PROBLEM TO SOLVE
Your answer should be each line of the entries that contains the word "Diano", copied in full.

SOURCE DATA START

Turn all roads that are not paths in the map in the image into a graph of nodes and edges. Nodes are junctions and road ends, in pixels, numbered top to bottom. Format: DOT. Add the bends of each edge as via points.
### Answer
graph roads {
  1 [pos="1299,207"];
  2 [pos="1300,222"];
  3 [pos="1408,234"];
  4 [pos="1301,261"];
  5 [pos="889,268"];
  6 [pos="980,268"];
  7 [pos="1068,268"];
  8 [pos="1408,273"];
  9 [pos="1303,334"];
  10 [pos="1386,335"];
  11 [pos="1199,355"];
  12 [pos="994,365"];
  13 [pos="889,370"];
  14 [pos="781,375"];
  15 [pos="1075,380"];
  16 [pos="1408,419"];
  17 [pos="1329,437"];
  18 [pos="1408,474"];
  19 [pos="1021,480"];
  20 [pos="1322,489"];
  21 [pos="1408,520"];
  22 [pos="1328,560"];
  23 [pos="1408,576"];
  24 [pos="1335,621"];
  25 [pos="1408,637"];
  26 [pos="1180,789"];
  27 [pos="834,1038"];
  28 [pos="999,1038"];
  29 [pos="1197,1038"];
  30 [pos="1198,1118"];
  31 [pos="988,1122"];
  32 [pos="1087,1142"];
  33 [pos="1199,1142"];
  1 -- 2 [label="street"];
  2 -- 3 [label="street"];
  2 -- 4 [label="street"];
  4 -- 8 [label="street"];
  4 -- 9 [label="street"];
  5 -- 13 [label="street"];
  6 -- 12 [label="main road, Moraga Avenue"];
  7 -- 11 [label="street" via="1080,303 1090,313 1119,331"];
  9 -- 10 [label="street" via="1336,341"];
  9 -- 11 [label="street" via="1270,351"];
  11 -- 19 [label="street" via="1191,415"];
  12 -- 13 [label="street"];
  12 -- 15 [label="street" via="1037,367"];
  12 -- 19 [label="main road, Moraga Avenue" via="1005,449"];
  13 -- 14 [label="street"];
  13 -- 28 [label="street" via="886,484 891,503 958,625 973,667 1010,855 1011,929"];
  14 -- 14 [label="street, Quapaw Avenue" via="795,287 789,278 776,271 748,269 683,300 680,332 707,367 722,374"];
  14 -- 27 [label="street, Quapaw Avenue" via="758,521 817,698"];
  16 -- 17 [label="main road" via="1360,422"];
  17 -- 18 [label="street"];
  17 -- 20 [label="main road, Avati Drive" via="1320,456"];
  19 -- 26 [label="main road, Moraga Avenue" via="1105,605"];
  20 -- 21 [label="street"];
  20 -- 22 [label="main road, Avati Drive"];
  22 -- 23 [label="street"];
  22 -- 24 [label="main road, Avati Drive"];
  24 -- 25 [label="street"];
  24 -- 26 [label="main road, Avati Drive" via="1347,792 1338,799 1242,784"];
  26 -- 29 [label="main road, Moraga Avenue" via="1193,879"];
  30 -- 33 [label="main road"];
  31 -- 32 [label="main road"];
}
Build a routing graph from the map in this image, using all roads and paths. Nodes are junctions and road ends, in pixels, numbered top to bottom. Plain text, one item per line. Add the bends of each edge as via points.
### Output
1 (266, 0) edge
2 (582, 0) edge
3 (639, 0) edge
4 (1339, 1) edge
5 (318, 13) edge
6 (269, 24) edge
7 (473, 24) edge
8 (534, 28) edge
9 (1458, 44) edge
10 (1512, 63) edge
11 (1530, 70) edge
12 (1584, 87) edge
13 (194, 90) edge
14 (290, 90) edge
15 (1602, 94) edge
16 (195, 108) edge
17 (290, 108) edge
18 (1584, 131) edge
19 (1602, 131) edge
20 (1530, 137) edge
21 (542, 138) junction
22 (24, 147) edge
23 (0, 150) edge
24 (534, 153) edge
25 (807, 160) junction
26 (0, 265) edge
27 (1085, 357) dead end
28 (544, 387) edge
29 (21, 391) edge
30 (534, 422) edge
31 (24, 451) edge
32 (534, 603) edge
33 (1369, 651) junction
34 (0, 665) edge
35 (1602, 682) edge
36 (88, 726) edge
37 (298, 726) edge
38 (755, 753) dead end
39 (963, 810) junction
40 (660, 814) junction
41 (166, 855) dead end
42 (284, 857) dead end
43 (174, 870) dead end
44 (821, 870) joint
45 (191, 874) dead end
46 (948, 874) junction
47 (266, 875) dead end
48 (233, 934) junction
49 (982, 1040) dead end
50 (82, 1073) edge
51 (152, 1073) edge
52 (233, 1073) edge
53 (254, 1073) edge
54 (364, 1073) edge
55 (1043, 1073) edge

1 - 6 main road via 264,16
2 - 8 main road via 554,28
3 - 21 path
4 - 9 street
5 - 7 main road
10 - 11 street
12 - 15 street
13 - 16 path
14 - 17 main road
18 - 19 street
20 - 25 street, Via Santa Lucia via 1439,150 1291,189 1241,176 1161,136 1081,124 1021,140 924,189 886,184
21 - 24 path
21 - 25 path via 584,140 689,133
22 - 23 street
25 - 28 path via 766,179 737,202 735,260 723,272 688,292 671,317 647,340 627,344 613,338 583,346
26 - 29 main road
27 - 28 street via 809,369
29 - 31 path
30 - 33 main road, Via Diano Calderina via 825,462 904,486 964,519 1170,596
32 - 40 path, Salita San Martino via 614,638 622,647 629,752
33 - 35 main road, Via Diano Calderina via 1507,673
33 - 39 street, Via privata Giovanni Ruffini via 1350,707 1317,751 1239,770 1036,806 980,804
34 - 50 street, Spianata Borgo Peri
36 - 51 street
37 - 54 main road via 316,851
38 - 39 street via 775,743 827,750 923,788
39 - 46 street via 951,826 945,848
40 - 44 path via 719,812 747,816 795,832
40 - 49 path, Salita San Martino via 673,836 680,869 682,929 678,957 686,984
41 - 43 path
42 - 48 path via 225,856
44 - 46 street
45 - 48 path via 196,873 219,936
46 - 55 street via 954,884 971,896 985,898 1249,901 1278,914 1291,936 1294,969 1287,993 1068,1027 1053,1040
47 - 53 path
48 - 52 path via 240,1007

SOURCE DATA END

REPLY TO THE TASK
30 - 33 main road, Via Diano Calderina via 825,462 904,486 964,519 1170,596
33 - 35 main road, Via Diano Calderina via 1507,673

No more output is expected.